Collaborating to combat CF: Structural GenomiX and Cystic Fibrosis Foundation sign screening deal

Structural GenomiX (SGX) recently announced the signing of a three-year, $15-million deal with Bethesda, Md.-based Cystic Fibrosis Foundation Therapeutics (CFFT) to discover novel therapeutics for the treatment of cystic fibrosis, a genetic pulmonary disease that affects nearly 30,000 people in the United States.

Randall C Willis
SAN DIEGO—Structural GenomiX (SGX) recently announced the signing of a three-year, $15-million deal with Bethesda, Md.-based Cystic Fibrosis Foundation Therapeutics (CFFT) to discover novel therapeutics for the treatment of cystic fibrosis, a genetic pulmonary disease that affects nearly 30,000 people in the United States.
 
Under the terms of the agreement, SGX will apply its proprietary FAST Lead Generation Technology to identify new compounds that work to "correct" the delta-F508 form of the cystic fibrosis transmembrane regulator (CFTR) protein, the most common cause of CF. In exchange, CFFT will provide $15 million in technology access, research funding, and milestone payments to SGX, and will be responsible for product development. Should a successful, marketable candidate be found, SGX will also be eligible for clinical development milestone and royalty payments.
 
According to Diana Wetmore, CFFT VP of Alliance Management, the mission of the CF Foundation is to assure the development of the means to cure and control CF and to improve the quality of life for those with the disease. CFFT is the nonprofit drug development affiliate of the CF Foundation that operates drug discovery, development, and evaluation efforts.
 
"The CFFT contracted with SGX nearly five years ago to determine atomic-resolution structures of the CFTR protein, either in whole or in part, with the goal of providing information about how the protein functions," says Dr.
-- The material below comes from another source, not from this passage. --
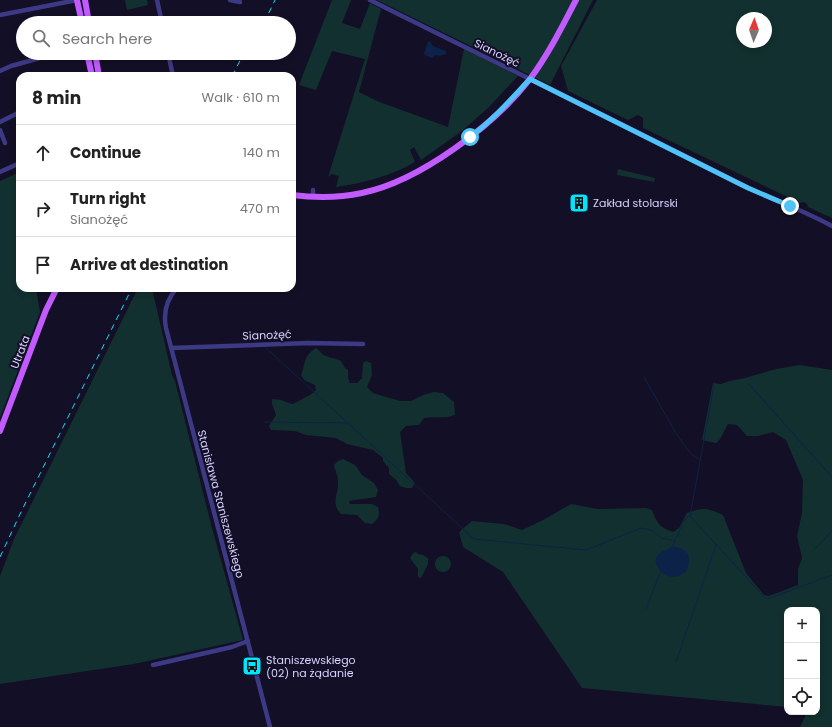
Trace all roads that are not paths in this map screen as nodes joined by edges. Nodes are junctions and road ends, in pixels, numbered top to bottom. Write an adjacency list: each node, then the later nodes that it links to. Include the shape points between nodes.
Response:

Stephen Burley, SGX CSO. "Following on critically important successes that transformed how people think about the molecular mechanism responsible for the disease, we recently expanded the program to employ the SGX fragment-based drug discovery strategy to find drug candidates for CF."
 
SGX's FAST method uses X-ray crystallography to directly screen for small drug-like chemical scaffolds that bind selectively to target proteins. Armed with this structural knowledge, scientists chemically modify the scaffold to improve both potency and selectivity.
 
"Our goal is to produce a small-molecule drug candidate that binds tightly, and preferentially, to the disease-causing form of the CFTR protein and, thereby, correct the underlying molecular defect responsible for the illness," he says. "This approach is unique to SGX, because no other drug discovery company has sufficient bandwidth in X-ray crystallography."
 
Previous research has shown that the delta-F508 mutant form of the CFTR protein is functional, but because of errors in protein folding, it is incapable of reaching the correct location in the cell to perform its function and is instead selectively degraded by the cell's natural machinery. According to Wetmore, CFFT hopes that SGX's method will help identify small-molecule drugs that will bind to the defective protein, stabilizing it in its correct form long enough for it to function correctly.
 
"From basic biophysics, we know that any ligand that binds preferentially to the folded form of a protein versus the unfolded form will stabilize the folded protein," she explains. "Additionally, the binding of such a ligand may lower the energy barrier during the dynamic folding process, allowing folding to take place more rapidly. If the hypothesis that the delta-F mutation destabilizes CFTR in some way that allows it to be flagged for premature degradation is correct, then a ligand that stabilizes delta-F508 CFTR could be a corrector drug."
 
If this works, the question remains open about other possible "corrector" drugs for other disorders involving misfolded proteins, such as the neurodegenerative conditions Alzheimer's disease and Creutzfeld-Jakob Disease.
 
"There is unlikely to be any direct application," says Burley. "Our goal is to find a small-molecule drug that specifically interacts with CFTR protein to overcome (i.e., correct) the molecular defect caused by the delta-F508 mutation. We do, however, believe that lessons learned with CFTR will help guide how best to apply the same technology to other drug discovery targets at the heart of other protein-transport-related diseases."